Saved data entries
+ + +

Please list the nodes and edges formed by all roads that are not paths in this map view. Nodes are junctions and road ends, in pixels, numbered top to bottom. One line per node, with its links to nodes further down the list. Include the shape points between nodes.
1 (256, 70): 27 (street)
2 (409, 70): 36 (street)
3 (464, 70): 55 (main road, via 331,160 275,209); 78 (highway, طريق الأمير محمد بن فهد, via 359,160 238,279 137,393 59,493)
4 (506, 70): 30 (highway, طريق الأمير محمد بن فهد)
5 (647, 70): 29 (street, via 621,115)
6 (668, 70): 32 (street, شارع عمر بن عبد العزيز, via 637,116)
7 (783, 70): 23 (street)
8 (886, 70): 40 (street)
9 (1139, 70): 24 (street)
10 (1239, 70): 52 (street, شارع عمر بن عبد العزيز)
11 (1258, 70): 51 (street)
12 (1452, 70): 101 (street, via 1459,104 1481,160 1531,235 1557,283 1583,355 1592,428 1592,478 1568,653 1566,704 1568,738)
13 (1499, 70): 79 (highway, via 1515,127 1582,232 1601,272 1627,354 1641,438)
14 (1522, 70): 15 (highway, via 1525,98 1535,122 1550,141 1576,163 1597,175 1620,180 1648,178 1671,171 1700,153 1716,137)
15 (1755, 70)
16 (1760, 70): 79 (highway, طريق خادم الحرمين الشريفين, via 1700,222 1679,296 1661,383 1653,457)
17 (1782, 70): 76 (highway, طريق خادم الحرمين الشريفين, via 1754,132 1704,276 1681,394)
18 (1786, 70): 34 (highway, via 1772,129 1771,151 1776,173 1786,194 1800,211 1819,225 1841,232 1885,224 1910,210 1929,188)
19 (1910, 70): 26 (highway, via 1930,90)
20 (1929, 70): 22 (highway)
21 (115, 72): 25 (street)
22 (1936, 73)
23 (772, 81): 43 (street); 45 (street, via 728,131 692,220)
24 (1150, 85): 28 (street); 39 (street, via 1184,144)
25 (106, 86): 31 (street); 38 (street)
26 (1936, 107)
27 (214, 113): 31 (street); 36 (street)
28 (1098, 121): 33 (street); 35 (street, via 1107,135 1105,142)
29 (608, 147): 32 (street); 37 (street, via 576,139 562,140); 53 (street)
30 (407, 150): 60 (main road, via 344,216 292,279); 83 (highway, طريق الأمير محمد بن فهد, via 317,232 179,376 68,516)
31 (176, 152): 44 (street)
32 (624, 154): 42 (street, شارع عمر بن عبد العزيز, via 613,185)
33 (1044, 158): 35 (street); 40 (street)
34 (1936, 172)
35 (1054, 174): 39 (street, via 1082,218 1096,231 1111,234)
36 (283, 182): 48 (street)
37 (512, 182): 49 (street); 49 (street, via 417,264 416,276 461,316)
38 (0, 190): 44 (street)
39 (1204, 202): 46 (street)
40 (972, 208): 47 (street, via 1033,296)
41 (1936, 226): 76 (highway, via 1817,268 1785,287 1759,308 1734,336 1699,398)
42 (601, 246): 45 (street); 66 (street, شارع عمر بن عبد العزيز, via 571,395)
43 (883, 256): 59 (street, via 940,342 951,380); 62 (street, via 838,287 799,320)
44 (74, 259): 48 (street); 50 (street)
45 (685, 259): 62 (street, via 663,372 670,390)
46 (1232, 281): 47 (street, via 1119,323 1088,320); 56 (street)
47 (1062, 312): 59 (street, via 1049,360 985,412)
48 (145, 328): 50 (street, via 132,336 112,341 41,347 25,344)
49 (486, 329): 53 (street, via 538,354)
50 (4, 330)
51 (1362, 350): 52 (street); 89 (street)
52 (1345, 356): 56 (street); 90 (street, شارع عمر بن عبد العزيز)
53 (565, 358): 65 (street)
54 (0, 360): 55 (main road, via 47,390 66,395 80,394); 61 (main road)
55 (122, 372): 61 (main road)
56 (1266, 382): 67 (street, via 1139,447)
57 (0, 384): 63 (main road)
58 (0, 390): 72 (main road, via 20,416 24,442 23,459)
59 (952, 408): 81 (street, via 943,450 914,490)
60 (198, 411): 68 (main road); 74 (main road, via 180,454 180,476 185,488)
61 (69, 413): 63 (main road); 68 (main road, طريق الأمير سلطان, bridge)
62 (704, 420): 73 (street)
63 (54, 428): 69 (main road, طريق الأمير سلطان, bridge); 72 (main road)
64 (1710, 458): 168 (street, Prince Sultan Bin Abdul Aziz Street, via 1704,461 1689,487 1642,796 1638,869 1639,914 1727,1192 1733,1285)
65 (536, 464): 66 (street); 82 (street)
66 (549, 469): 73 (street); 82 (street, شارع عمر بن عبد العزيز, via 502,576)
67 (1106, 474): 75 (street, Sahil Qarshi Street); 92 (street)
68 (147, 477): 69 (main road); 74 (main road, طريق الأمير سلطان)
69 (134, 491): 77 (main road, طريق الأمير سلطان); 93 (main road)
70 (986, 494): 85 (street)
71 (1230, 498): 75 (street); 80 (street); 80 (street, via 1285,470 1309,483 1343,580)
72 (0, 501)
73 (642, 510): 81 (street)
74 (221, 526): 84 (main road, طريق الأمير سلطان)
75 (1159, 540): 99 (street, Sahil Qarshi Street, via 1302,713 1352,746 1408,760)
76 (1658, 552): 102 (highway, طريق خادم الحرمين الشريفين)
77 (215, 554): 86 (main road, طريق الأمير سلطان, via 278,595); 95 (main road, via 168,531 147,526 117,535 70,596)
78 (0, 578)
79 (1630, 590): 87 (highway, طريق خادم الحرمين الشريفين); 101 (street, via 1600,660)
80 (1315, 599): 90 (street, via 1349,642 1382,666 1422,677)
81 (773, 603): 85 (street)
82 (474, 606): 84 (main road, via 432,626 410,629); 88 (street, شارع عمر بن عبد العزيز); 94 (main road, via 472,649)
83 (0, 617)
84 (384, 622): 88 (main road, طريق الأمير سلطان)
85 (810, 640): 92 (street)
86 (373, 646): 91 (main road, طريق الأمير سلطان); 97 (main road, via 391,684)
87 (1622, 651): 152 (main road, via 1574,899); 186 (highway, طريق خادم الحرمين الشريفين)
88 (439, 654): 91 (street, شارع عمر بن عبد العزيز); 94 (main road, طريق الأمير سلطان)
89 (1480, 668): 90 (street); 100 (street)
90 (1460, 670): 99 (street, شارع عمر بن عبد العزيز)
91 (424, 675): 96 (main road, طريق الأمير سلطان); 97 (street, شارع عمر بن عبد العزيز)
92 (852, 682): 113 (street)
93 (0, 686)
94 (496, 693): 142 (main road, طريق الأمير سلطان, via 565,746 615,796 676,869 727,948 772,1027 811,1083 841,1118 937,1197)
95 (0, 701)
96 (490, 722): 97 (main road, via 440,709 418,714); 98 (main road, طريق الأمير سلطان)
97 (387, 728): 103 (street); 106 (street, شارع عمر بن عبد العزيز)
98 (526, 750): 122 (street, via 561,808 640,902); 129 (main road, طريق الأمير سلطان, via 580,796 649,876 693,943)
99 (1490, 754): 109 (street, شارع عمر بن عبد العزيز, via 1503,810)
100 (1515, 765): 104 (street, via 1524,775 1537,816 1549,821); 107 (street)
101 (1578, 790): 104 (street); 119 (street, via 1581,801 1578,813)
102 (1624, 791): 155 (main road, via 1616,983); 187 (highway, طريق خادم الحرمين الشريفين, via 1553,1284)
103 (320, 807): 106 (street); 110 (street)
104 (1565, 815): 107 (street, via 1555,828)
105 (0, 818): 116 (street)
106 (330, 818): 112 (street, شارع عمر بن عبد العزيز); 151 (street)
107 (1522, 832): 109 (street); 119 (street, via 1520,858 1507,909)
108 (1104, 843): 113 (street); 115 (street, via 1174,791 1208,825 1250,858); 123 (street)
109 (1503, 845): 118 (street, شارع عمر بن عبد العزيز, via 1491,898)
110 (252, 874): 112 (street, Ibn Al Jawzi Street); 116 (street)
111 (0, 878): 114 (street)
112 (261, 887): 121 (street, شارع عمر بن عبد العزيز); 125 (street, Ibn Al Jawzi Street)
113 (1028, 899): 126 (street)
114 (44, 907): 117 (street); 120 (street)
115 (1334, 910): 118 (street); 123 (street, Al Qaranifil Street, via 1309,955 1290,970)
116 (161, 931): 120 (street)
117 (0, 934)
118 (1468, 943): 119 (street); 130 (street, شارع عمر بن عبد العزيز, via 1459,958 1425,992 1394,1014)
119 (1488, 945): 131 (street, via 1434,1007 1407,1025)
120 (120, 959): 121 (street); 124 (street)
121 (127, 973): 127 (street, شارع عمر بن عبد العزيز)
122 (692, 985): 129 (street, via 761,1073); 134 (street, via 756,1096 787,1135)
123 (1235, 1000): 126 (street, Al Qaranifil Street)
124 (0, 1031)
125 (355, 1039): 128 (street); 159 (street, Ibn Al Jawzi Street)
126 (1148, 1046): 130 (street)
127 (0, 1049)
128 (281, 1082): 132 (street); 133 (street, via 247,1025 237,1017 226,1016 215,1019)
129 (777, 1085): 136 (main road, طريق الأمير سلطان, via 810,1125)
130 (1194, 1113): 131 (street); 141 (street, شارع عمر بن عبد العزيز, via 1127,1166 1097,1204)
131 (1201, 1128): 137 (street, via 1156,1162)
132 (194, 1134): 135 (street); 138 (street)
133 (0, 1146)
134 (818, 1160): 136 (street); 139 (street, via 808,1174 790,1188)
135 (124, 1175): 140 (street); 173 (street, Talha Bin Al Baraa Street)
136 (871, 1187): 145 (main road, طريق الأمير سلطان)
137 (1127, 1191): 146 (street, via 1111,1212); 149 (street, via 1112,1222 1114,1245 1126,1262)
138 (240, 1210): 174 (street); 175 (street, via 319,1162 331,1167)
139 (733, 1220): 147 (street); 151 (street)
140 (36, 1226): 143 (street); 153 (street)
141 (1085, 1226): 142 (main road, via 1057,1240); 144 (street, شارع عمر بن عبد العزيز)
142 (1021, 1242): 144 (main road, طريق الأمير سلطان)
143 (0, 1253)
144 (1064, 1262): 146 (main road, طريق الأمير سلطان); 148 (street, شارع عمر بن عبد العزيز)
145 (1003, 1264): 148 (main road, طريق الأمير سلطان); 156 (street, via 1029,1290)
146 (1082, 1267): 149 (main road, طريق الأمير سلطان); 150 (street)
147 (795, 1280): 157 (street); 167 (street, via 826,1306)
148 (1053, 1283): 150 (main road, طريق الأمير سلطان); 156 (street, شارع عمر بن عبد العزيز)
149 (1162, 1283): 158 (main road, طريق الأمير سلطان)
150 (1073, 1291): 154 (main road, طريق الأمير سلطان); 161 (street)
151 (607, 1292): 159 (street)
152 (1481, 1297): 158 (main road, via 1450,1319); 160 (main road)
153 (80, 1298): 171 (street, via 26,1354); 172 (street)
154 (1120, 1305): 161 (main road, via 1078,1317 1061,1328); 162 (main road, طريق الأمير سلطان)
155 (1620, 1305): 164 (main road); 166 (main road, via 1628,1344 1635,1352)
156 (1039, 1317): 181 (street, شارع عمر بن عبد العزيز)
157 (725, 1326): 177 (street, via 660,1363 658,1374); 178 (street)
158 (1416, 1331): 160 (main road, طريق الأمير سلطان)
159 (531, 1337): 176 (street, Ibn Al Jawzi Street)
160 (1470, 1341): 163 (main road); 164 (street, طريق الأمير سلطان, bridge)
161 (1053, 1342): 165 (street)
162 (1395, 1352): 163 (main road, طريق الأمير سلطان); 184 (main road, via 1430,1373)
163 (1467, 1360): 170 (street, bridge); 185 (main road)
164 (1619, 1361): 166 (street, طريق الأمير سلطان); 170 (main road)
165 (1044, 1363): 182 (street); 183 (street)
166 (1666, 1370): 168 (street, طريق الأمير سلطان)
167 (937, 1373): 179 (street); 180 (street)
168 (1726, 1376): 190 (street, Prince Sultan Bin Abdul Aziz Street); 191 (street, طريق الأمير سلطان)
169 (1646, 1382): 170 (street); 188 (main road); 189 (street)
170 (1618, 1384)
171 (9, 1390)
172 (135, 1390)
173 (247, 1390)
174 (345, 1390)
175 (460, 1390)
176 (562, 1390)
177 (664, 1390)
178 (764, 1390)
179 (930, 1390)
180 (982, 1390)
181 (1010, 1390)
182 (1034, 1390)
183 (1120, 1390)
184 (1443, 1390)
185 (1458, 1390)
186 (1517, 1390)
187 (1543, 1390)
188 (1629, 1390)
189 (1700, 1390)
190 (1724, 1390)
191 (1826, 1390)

+ + +

[What to do] Take each line above that holds the string "Sahil" and copy it.

[Output below]
67 (1106, 474): 75 (street, Sahil Qarshi Street); 92 (street)
75 (1159, 540): 99 (street, Sahil Qarshi Street, via 1302,713 1352,746 1408,760)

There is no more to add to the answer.